Он беззвучно зашипел сквозь зубы.
...
И опять она обнимала его во сне, неосознанно находя на широкой постели, и Яков в который раз просыпался, но не двигался, а лишь вжимал себя в перину и повторял:
«Она должна привыкнуть. Не сегодня. Не пугай её, Штольман. Ей нужна ласка, а не напор, а ты не сможешь сейчас мягко и медленно».
Предвкушение её тесной глубины сводило с ума. Утром Анна проснется отдохнувшей, он стащит эту чертову рубашку и...
Но он дал слово.
Застонав, он уткнулся в подушку и принялся перечислять про себя пункты устава полицейской службы.
...
Сразу после завтрака к Мироновым заявился взволнованный Шумский.
- Яков Платонович, вызвали! - показал он бумагу.
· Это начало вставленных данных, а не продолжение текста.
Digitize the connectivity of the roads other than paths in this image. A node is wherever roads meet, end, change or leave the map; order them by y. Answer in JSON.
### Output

Подписана она была следователем Военно-судебного ведомства Никишиным, содержала стандартные формулы, а вот адрес был интересным.
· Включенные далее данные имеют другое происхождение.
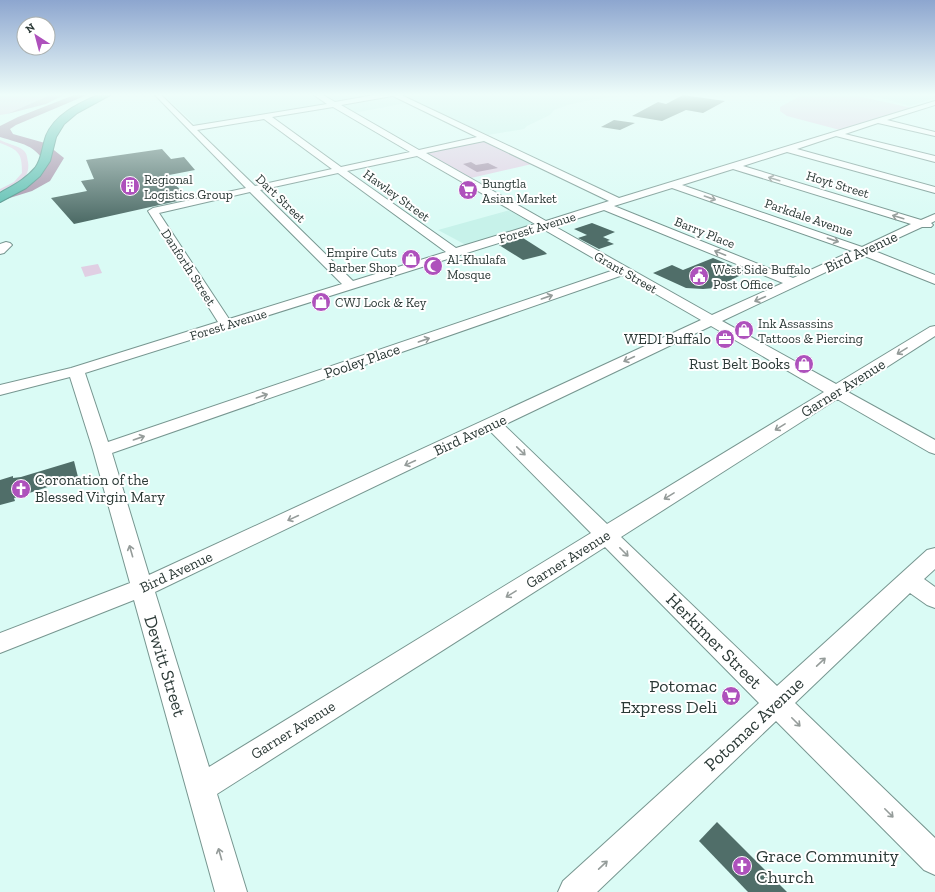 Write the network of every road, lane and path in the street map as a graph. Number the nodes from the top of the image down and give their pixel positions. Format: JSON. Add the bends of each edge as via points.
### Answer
{"nodes":[{"id":1,"x":46,"y":137,"type":"edge"},
{"id":2,"x":52,"y":137,"type":"edge"},
{"id":3,"x":198,"y":137,"type":"edge"},
{"id":4,"x":293,"y":137,"type":"edge"},
{"id":5,"x":389,"y":137,"type":"edge"},
{"id":6,"x":481,"y":137,"type":"edge"},
{"id":7,"x":827,"y":137,"type":"edge"},
{"id":8,"x":846,"y":137,"type":"edge"},
{"id":9,"x":484,"y":138,"type":"junction"},
{"id":10,"x":787,"y":149,"type":"junction"},
{"id":11,"x":416,"y":152,"type":"junction"},
{"id":12,"x":935,"y":159,"type":"edge"},
{"id":13,"x":733,"y":166,"type":"junction"},
{"id":14,"x":340,"y":170,"type":"junction"},
{"id":15,"x":673,"y":185,"type":"junction"},
{"id":16,"x":252,"y":189,"type":"junction"},
{"id":17,"x":935,"y":190,"type":"edge"},
{"id":18,"x":0,"y":192,"type":"edge"},
{"id":19,"x":0,"y":198,"type":"edge"},
{"id":20,"x":619,"y":202,"type":"junction"},
{"id":21,"x":604,"y":206,"type":"junction"},
{"id":22,"x":930,"y":223,"type":"edge"},
{"id":23,"x":544,"y":225,"type":"junction"},
{"id":24,"x":863,"y":251,"type":"junction"},
{"id":25,"x":456,"y":253,"type":"junction"},
{"id":26,"x":622,"y":271,"type":"junction"},
{"id":27,"x":935,"y":280,"type":"edge"},
{"id":28,"x":795,"y":283,"type":"junction"},
{"id":29,"x":350,"y":285,"type":"junction"},
{"id":30,"x":710,"y":321,"type":"junction"},
{"id":31,"x":226,"y":324,"type":"junction"},
{"id":32,"x":935,"y":330,"type":"edge"},
{"id":33,"x":76,"y":371,"type":"junction"},
{"id":34,"x":0,"y":390,"type":"edge"},
{"id":35,"x":837,"y":391,"type":"junction"},
{"id":36,"x":493,"y":424,"type":"junction"},
{"id":37,"x":935,"y":448,"type":"edge"},
{"id":38,"x":102,"y":450,"type":"junction"},
{"id":39,"x":606,"y":535,"type":"junction"},
{"id":40,"x":935,"y":556,"type":"edge"},
{"id":41,"x":909,"y":580,"type":"junction"},
{"id":42,"x":142,"y":588,"type":"junction"},
{"id":43,"x":935,"y":599,"type":"edge"},
{"id":44,"x":0,"y":642,"type":"edge"},
{"id":45,"x":777,"y":703,"type":"junction"},
{"id":46,"x":201,"y":788,"type":"junction"},
{"id":47,"x":935,"y":859,"type":"edge"},
{"id":48,"x":231,"y":892,"type":"edge"},
{"id":49,"x":574,"y":892,"type":"edge"}],
"edges":[{"from":1,"to":18,"type":"highway","via":[[29,170],[18,182]]},
{"from":2,"to":19,"type":"highway","via":[[45,160],[39,170]]},
{"from":3,"to":16,"type":"street","name":"Dart Street"},
{"from":4,"to":14,"type":"street","name":"Hawley Street"},
{"from":5,"to":11,"type":"street","name":"Grant Street"},
{"from":6,"to":9,"type":"street"},
{"from":7,"to":10,"type":"street","name":"Forest Avenue"},
{"from":8,"to":12,"type":"street"},
{"from":9,"to":11,"type":"street"},
{"from":9,"to":20,"type":"street"},
{"from":10,"to":13,"type":"street","name":"Forest Avenue"},
{"from":10,"to":17,"type":"street"},
{"from":11,"to":14,"type":"street"},
{"from":11,"to":23,"type":"street","name":"Grant Street"},
{"from":13,"to":15,"type":"street","name":"Forest Avenue"},
{"from":22,"to":13,"type":"street","name":"Hoyt Street","one_way":true},
{"from":14,"to":16,"type":"street"},
{"from":14,"to":25,"type":"street","name":"Hawley Street"},
{"from":15,"to":20,"type":"street","name":"Forest Avenue"},
{"from":15,"to":24,"type":"street","name":"Parkdale Avenue","one_way":true},
{"from":16,"to":29,"type":"street","name":"Dart Street"},
{"from":16,"to":31,"type":"street","name":"Danforth Street","via":[[152,211]]},
{"from":20,"to":21,"type":"street","name":"Forest Avenue"},
{"from":21,"to":23,"type":"street","name":"Forest Avenue"},
{"from":28,"to":21,"type":"street","name":"Barry Place","one_way":true},
{"from":22,"to":24,"type":"street","name":"Bird Avenue"},
{"from":23,"to":25,"type":"street","name":"Forest Avenue"},
{"from":23,"to":26,"type":"street","name":"Grant Street"},
{"from":24,"to":27,"type":"street","name":"Parkdale Avenue"},
{"from":24,"to":28,"type":"street","name":"Bird Avenue"},
{"from":25,"to":29,"type":"street","name":"Forest Avenue"},
{"from":26,"to":30,"type":"street","name":"Grant Street"},
{"from":38,"to":26,"type":"street","name":"Pooley Place","one_way":true},
{"from":28,"to":30,"type":"street","name":"Bird Avenue","one_way":true},
{"from":29,"to":31,"type":"street","name":"Forest Avenue"},
{"from":30,"to":35,"type":"street","name":"Grant Street"},
{"from":30,"to":36,"type":"street","name":"Bird Avenue","one_way":true},
{"from":31,"to":33,"type":"street","name":"Forest Avenue"},
{"from":32,"to":35,"type":"street","name":"Garner Avenue","one_way":true},
{"from":33,"to":34,"type":"street","name":"Forest Avenue"},
{"from":33,"to":38,"type":"street","name":"Dewitt Street"},
{"from":35,"to":37,"type":"street","name":"Grant Street"},
{"from":35,"to":39,"type":"street","name":"Garner Avenue","one_way":true},
{"from":36,"to":39,"type":"street","name":"Herkimer Street","one_way":true},
{"from":36,"to":42,"type":"street","name":"Bird Avenue","one_way":true},
{"from":42,"to":38,"type":"street","name":"Dewitt Street","one_way":true},
{"from":39,"to":45,"type":"street","name":"Herkimer Street","one_way":true},
{"from":39,"to":46,"type":"street","name":"Garner Avenue","one_way":true},
{"from":40,"to":41,"type":"street","name":"Potomac Avenue"},
{"from":41,"to":43,"type":"street"},
{"from":45,"to":41,"type":"street","name":"Potomac Avenue","one_way":true},
{"from":42,"to":44,"type":"street","name":"Bird Avenue"},
{"from":42,"to":46,"type":"street","name":"Dewitt Street"},
{"from":45,"to":47,"type":"street","name":"Herkimer Street","one_way":true},
{"from":49,"to":45,"type":"street","name":"Potomac Avenue","one_way":true},
{"from":48,"to":46,"type":"street","name":"Dewitt Street","one_way":true}]}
- Это же полицейский участок, - растерянно произнесла Анна, также прочитав вызов.
Она подлила кофе в опустевшую чашку мужа и подвинула к нему, а затем предложила:
- Иван Алексеевич, присаживайтесь. Будете кофе?
Принимая чашку, Штольман скользнул пальцами по руке Анны. Утром он бесшумно оделся, вышел и быстрым шагом прогулялся по парку, а когда вернулся, она сидела уже одетая и ругала Брауна.
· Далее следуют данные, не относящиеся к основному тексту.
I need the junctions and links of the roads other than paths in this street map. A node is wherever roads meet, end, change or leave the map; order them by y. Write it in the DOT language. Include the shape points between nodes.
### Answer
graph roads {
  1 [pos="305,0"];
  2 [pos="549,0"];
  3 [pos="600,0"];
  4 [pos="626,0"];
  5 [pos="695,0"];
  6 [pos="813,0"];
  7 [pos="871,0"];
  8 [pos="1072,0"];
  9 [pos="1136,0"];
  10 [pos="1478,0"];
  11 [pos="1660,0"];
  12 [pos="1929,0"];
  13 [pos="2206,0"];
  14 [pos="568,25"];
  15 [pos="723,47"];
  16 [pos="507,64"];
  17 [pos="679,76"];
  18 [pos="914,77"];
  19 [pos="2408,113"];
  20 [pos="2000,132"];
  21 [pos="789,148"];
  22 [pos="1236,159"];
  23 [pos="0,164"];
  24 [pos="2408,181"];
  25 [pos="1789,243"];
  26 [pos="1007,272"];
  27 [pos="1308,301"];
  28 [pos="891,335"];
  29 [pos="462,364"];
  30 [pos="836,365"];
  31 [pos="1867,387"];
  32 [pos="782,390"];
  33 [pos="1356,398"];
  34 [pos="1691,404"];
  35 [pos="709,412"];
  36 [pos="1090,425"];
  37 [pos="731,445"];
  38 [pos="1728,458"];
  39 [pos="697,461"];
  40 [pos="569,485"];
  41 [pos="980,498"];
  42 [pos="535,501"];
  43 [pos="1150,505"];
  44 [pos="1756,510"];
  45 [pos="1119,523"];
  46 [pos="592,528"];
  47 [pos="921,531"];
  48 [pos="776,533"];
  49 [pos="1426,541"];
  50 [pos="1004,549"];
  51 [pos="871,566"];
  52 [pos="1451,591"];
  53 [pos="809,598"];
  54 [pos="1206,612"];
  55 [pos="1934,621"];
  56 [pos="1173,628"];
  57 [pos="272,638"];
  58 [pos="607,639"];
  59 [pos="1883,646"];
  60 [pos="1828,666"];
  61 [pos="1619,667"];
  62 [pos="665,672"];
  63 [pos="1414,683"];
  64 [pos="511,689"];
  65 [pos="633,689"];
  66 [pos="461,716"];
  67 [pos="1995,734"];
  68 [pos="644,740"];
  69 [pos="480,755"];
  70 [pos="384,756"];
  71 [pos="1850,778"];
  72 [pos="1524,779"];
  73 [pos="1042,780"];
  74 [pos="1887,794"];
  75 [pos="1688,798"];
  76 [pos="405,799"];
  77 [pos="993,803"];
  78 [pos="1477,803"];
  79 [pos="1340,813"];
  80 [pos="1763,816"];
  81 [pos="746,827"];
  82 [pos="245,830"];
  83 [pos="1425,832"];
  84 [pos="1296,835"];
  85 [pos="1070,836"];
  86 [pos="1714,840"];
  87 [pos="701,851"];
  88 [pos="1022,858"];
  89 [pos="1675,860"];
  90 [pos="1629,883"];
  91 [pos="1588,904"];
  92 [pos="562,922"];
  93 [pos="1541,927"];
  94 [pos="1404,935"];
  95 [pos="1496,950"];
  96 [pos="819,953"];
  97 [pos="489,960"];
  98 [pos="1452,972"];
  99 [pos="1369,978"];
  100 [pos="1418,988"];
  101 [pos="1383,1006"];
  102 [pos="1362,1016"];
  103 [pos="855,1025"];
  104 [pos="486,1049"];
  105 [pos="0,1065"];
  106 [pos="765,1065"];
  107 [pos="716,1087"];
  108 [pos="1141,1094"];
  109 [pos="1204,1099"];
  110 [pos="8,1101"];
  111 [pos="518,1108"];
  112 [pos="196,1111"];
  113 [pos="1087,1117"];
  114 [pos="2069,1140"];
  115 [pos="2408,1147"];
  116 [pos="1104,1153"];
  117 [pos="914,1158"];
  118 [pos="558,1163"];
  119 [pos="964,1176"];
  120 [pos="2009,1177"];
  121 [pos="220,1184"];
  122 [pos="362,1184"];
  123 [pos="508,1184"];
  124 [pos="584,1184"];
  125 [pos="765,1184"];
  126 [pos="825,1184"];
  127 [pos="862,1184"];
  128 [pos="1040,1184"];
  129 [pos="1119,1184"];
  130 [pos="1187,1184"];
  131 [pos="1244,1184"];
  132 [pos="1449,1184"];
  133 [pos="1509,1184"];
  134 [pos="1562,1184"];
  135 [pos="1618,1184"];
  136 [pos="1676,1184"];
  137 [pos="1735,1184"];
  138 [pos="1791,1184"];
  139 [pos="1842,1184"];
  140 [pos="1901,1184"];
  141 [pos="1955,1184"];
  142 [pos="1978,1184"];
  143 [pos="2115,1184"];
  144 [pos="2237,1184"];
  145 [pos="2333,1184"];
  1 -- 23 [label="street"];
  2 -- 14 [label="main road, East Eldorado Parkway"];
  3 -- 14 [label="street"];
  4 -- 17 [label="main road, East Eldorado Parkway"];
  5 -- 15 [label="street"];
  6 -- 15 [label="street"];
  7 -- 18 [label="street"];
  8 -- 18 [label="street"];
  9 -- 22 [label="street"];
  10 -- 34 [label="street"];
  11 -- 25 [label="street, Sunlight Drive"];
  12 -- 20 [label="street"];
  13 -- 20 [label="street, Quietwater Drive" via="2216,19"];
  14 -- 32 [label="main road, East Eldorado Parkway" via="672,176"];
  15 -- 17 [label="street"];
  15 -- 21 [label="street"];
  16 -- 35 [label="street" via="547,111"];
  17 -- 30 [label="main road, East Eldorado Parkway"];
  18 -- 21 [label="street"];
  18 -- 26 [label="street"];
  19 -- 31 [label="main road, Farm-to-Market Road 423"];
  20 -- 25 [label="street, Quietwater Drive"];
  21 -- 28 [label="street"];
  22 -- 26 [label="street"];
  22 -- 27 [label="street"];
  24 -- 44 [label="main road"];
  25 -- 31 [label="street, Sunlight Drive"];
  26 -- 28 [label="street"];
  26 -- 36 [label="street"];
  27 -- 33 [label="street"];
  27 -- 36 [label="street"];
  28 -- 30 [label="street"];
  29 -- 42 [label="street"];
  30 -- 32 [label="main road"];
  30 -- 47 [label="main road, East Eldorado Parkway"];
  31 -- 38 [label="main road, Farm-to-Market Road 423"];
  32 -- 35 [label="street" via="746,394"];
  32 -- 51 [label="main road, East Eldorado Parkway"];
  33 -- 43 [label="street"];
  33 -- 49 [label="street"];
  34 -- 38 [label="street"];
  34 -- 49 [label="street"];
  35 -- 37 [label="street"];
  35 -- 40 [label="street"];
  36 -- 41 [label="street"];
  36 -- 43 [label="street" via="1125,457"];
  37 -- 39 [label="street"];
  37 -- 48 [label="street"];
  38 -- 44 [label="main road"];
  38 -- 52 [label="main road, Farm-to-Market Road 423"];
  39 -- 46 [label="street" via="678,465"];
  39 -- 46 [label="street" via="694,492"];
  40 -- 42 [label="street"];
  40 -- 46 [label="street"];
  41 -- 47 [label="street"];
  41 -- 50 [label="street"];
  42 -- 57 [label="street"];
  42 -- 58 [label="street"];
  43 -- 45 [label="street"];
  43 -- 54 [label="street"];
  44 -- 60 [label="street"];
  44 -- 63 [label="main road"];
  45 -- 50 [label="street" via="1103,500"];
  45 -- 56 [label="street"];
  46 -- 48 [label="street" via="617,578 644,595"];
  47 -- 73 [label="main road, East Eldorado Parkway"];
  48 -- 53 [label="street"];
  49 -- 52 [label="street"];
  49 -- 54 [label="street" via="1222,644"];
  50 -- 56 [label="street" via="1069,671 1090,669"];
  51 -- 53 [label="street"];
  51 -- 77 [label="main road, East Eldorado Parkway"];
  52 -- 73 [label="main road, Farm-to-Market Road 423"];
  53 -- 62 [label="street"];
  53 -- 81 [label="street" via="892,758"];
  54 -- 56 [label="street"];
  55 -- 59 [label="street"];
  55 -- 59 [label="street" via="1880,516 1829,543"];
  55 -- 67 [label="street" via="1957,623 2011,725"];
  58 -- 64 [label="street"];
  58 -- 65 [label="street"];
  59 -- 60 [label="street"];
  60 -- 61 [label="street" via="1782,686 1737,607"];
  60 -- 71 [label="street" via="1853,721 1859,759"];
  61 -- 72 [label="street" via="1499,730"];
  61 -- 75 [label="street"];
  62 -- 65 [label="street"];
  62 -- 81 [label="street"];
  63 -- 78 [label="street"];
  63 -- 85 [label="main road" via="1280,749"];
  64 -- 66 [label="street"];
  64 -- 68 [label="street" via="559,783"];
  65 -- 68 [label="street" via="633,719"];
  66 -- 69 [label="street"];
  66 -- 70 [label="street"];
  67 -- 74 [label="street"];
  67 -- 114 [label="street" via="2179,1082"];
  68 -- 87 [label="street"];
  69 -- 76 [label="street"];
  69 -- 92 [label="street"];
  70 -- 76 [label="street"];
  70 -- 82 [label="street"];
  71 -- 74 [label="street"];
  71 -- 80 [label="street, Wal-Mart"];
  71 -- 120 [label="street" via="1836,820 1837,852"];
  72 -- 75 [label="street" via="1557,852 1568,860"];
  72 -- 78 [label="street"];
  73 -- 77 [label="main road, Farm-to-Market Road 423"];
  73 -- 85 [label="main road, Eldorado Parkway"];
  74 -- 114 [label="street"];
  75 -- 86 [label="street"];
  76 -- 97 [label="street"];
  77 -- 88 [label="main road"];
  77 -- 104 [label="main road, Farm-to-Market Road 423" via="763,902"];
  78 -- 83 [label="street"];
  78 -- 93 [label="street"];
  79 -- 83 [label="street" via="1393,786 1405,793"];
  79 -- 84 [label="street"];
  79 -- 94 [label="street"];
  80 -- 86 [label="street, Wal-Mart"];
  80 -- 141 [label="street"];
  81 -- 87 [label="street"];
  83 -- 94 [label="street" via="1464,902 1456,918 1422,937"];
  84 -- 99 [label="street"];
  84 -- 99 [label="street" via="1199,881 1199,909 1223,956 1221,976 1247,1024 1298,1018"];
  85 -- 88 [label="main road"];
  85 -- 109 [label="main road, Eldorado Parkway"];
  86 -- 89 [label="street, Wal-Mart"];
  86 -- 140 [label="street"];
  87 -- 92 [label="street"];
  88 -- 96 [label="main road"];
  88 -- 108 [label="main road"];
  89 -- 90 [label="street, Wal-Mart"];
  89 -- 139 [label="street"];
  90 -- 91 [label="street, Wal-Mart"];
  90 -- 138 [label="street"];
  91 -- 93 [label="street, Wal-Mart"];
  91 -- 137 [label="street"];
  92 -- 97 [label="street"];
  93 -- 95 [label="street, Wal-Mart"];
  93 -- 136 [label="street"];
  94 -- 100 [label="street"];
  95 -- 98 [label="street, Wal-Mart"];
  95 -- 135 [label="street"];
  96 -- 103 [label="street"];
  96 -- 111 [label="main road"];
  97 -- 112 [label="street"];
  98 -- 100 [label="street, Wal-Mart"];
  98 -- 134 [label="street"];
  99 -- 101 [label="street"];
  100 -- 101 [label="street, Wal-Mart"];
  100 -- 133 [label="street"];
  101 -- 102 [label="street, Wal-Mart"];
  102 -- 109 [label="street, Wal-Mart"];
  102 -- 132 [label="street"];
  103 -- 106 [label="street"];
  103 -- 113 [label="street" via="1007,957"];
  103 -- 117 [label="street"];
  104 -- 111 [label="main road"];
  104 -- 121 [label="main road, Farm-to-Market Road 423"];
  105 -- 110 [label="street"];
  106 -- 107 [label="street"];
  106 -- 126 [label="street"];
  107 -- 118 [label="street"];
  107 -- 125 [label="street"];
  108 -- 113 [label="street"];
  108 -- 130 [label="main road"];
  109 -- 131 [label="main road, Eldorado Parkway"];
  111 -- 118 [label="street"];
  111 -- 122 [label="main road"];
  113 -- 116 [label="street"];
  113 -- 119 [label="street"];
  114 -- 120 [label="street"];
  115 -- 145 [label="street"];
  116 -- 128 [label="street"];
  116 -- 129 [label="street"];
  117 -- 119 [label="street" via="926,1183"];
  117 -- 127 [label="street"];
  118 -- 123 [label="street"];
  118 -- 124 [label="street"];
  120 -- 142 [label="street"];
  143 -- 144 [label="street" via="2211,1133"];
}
Сейчас он глотнул кофе и положил руку ей на плечо.
- Значит, вчера приехал и уже обосновался. Надеюсь, не в нашем с Коробейниковым кабинете. Господин Шумский, вы придумали, зачем ездили к химику?
- Так точно, - выпалил офицер.
- В детстве слышал, что фамилия вышедшей замуж тетки стала Браун. Собирался поинтересоваться, не родственник ли он мне.
- Неплохо. Но это уместнее было бы сделать письменно, - заметил Яков.
Шумский развел руками.
Обратив внимание на сияющие пуговицы офицерского кителя, Анна предложила:
- Может, вы хотели спросить Брауна о веществе для придания блеска? Вы же пуговицы тряпочкой чистите, Иван Алексеевич?
- Именно так, Анна Викторовна, суконкой, - энергично кивнул молодой офицер.
- Это отличная идея! Ведь кирасирский полк Ея Величества всегда лучше нашего на плацу выглядит, на них смотреть - глазам больно. А наши пуговицы и шлемы так себе. Я посылал подчиненных узнавать, те просто надраивают, не жалея сил, а мне не хотелось бы тратить на это много времени. Я мог бы предложить химику придумать некую жидкость... или пасту, не знаю... за вознаграждение от армейской канцелярии.
В столовую зашла Мария Тимофеевна, с которой Штольманы начинали завтрак. Она поздоровалась с Шумским и передала дочери письмо.
- Аннушка, я не понимаю. Анну Миронову вызывают в полицию, но Яков Платонович же здесь.
Анна прочитала бумагу и побледнела.
- Тоже вызов, - прошептала она, подняв глаза на мужа.
- Яков, что мне делать?
Столько надежды было в этом взгляде, столько веры. Ощутив, как сердце сделало кульбит, Штольман понял, что будет защищать эту девушку до последнего вздоха. Он протянул ей руку и мягко улыбнулся.
- Пойдем в комнату, Аня. Я объясню.
...
Посмотрев вслед дочери и зятю, Мария Тимофеевна вздохнула. Её кровиночка глядела на полицейского так, будто тот был богом.